Danielle, que é coordenadora do VisuLaw em São Paulo, diz que a ampliação da aceitação depende do desenvolvimento da cultura da informação visual no universo jurídico. “Tudo passa por uma curva de aprendizagem sobre o que é, como se utiliza e os ganhos, algo que no exterior já é crescente”, afirma a advogada.

Um resultado do levantamento que surpreendeu o grupo foi a taxa de rejeição quanto ao uso de QR Codes, que foi de 39,2%, e de vídeos, que ficou em 34,6%.

Os menores índices de desaprovação foram verificados para os croquis (3,9%), fluxogramas (5,2%) e gráficos (5,8%).

De acordo com Souza, o grupo agora vai se dedicar a uma pesquisa mais abrangente, para conhecer a avaliação dos juízes estaduais sobre o tema.

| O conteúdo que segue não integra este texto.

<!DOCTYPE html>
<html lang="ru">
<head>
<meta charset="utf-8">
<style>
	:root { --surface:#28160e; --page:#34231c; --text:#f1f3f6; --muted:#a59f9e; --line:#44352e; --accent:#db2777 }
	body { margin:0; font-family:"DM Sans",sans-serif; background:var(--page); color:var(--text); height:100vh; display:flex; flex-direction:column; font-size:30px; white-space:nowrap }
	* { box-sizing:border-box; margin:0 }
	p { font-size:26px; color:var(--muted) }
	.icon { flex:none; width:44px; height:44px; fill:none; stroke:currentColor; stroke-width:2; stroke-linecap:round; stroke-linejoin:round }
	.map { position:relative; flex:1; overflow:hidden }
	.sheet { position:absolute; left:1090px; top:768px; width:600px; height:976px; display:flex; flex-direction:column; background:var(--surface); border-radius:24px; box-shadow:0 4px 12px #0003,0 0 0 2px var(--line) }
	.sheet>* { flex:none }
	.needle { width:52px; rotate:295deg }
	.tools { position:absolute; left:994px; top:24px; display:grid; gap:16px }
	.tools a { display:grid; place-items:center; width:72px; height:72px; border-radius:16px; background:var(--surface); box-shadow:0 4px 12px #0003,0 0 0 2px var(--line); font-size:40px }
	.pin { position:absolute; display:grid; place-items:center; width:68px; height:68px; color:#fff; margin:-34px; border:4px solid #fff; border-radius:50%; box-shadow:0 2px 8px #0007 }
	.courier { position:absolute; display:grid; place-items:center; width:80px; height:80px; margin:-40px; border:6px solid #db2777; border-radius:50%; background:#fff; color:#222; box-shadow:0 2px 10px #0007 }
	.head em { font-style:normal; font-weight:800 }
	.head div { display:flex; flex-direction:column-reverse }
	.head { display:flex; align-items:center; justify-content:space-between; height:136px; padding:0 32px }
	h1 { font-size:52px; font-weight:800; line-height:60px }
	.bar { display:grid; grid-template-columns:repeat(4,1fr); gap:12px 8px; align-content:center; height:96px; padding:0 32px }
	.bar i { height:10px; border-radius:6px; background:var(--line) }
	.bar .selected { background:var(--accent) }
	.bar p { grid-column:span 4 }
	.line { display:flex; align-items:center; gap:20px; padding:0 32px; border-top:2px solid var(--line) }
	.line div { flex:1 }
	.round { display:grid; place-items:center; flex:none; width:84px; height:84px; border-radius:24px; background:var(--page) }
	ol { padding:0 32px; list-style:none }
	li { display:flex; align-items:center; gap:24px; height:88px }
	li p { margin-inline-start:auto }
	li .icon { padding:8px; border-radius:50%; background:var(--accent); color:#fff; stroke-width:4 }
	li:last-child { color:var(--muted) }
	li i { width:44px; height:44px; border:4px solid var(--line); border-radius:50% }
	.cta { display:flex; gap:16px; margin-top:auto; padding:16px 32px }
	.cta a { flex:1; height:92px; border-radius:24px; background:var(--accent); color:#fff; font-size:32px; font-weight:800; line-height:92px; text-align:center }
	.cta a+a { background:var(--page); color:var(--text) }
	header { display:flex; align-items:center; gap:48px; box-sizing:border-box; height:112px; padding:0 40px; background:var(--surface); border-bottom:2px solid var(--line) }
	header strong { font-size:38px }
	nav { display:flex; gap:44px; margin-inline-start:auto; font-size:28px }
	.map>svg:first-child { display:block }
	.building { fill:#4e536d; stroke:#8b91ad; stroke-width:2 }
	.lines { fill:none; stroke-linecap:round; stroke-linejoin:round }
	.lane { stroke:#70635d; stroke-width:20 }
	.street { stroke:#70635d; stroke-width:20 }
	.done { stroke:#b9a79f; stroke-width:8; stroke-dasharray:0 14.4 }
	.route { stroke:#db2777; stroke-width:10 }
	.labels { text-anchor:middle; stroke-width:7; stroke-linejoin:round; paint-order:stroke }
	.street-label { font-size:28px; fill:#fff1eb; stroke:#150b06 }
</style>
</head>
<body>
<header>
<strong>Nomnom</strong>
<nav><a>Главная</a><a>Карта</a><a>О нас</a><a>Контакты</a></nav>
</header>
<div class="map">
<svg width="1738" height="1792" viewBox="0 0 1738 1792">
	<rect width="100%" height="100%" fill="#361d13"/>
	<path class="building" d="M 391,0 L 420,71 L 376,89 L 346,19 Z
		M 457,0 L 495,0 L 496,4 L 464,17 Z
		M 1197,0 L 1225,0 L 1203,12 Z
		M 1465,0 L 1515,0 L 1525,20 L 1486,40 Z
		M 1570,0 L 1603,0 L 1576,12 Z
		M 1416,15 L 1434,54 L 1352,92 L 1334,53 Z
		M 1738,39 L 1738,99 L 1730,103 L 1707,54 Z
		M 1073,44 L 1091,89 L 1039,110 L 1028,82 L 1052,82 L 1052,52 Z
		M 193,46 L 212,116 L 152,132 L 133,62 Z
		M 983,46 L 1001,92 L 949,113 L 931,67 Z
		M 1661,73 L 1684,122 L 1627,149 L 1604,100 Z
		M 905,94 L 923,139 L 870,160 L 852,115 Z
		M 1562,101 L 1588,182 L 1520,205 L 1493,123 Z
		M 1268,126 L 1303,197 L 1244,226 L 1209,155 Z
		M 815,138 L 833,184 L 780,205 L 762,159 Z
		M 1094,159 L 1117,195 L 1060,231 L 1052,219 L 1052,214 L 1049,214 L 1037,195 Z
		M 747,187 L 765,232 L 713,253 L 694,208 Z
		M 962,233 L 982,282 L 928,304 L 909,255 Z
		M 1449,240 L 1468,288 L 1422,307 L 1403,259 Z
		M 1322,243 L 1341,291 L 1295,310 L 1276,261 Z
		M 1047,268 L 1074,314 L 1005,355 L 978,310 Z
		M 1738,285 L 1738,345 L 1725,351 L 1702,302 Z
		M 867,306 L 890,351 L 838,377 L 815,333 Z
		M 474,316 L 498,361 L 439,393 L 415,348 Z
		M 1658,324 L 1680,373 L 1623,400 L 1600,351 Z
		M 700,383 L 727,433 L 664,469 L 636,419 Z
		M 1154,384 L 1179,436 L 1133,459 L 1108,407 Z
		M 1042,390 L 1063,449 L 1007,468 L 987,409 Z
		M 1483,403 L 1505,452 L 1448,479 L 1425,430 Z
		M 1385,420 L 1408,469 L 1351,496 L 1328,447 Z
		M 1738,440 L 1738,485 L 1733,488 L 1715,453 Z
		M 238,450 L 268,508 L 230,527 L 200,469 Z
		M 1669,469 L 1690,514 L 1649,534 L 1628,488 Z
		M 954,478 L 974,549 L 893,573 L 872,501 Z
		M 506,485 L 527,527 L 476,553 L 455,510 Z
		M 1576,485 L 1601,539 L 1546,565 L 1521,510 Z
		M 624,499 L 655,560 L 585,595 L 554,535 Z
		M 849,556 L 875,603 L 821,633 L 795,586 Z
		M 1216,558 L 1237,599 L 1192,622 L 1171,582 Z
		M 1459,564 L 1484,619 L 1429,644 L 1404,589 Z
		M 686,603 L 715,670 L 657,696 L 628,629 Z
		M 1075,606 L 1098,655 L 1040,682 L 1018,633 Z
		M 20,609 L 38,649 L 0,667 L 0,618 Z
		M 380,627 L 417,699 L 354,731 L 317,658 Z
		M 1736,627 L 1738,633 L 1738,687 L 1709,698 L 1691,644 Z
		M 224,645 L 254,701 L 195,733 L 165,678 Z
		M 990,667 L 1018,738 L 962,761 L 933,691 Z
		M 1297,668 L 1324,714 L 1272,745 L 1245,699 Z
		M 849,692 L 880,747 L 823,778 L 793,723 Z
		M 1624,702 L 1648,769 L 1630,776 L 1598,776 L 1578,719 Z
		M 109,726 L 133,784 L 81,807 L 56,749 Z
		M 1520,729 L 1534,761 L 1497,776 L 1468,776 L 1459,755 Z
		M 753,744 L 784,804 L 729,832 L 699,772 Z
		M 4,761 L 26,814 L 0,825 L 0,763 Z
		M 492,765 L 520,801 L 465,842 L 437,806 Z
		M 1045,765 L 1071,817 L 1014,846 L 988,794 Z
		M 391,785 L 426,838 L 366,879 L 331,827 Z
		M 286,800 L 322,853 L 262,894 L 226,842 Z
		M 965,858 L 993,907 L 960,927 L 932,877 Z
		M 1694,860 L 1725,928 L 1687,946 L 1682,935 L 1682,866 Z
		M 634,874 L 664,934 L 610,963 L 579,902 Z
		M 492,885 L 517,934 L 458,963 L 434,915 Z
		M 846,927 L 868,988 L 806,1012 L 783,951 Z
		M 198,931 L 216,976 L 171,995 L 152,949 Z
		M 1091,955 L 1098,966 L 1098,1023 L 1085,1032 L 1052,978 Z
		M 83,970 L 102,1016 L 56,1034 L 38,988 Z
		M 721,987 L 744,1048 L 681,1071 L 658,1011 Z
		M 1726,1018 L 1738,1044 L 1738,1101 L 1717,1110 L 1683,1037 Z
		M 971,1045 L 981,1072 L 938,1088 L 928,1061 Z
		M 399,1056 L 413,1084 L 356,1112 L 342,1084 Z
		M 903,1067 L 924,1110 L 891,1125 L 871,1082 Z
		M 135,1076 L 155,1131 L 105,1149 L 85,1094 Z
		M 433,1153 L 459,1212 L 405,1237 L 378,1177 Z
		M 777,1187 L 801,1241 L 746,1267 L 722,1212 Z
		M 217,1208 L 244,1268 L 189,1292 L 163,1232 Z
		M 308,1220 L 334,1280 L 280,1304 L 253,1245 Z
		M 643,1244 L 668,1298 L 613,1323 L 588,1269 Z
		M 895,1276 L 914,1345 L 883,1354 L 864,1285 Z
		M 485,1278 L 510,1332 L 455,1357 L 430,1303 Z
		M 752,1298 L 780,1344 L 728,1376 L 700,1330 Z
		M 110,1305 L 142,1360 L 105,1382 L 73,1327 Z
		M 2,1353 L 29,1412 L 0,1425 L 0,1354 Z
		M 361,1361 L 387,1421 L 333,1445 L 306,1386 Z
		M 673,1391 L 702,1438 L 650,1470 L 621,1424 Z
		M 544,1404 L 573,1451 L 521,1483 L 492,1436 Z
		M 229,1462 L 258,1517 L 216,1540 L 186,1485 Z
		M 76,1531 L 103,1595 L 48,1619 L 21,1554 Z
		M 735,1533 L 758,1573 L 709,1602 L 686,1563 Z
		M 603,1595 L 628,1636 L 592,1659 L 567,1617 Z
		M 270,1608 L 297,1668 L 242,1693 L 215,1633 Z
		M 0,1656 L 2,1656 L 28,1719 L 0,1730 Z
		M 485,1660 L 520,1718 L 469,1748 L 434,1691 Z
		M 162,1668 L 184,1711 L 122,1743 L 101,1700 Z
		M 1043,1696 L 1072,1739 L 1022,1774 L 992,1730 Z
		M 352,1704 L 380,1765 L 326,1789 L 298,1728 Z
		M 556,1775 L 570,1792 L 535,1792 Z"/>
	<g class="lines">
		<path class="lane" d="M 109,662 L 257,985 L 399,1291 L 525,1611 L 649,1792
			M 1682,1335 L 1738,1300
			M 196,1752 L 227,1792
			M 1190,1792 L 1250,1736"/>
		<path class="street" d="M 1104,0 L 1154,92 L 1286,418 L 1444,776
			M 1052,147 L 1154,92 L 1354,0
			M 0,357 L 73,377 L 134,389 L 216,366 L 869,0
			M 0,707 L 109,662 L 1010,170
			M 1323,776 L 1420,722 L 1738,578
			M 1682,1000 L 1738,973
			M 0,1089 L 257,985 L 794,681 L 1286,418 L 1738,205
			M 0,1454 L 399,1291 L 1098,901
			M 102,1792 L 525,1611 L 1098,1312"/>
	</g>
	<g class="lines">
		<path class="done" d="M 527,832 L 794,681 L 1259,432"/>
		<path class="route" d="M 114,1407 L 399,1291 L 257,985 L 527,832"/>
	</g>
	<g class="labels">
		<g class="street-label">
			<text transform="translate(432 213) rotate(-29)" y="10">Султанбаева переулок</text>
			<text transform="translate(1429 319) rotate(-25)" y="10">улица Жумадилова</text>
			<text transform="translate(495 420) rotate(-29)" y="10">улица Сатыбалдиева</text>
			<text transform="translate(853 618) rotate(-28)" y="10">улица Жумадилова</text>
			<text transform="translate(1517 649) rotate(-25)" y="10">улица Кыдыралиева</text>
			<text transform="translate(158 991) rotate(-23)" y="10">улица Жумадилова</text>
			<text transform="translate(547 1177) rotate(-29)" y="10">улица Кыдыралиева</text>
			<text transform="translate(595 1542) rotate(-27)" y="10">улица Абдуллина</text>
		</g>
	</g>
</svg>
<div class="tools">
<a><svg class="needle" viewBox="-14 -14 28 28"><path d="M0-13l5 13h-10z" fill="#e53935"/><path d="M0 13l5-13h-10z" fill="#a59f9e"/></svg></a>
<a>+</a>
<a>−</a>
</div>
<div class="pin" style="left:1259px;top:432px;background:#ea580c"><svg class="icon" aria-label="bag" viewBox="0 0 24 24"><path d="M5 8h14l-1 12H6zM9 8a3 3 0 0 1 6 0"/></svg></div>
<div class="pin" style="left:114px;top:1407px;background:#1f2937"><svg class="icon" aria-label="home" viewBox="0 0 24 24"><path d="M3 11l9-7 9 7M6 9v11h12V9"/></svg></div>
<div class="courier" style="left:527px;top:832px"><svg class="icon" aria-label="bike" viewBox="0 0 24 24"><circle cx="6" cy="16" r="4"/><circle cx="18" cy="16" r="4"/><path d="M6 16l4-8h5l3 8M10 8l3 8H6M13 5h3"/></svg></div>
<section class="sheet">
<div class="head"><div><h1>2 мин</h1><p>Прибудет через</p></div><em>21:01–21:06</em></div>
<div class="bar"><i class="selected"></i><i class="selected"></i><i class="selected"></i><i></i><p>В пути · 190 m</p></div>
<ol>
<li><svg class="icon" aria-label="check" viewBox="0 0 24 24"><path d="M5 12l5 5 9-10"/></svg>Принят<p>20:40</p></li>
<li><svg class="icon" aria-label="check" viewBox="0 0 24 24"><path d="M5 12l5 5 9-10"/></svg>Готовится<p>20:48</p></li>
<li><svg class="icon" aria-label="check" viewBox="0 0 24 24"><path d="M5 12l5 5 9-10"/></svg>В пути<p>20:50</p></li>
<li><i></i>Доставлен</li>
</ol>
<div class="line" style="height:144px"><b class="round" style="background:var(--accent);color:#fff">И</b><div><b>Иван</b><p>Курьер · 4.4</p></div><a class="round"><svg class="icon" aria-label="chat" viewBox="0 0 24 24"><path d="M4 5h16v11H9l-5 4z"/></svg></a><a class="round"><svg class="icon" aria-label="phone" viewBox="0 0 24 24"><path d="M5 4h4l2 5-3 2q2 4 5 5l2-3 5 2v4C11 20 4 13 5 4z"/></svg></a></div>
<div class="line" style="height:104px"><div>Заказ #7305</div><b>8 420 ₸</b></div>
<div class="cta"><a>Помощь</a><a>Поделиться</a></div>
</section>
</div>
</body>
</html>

No âmbito da administração pública, também já é possível encontrar iniciativas de uso do visual law no Judiciário e no Ministério Público.

Uma delas é a do juiz da 6ª Vara da Justiça Federal no Rio Grande do Norte Marco Bruno Miranda, 43. Com uma equipe que conta com um estagiário de design, o magistrado produziu vários tipos de intimações cujas versões impressas contam com fluxogramas e QR Codes.

Em uma delas, o QR Code remete para um vídeo no qual o próprio Miranda informa ao cidadão intimado que ele deverá desocupar um imóvel.

“Fizemos um mandado com todas orientações para que, ao mesmo tempo, a gente pudesse cumprir a decisão para aquele que precisava entrar na casa, mas que também minimizasse o impacto para a pessoa que estava saindo”, diz Miranda.

O juiz federal também desenvolveu ícones para facilitar o entendimento sobre conceitos e medidas judiciais, e reuniu os símbolos em um dicionário de pictogramas.

Para o magistrado, agora as diferentes iniciativas de visual law devem ser discutidas de forma coletiva para que sejam adotados caminhos comuns pela comunidade jurídica.

“Várias formas de se usar essa modalidade estão sendo construídas. Agora precisamos começar a construir um discurso coeso, ou seja, não pode ser mais a minha iniciativa, a iniciativa de outra pessoa, precisamos criar consensos sobre quais são as alternativas mais eficazes, mais democráticas, para que o discurso jurídico seja mais participativo”, afirma o juiz.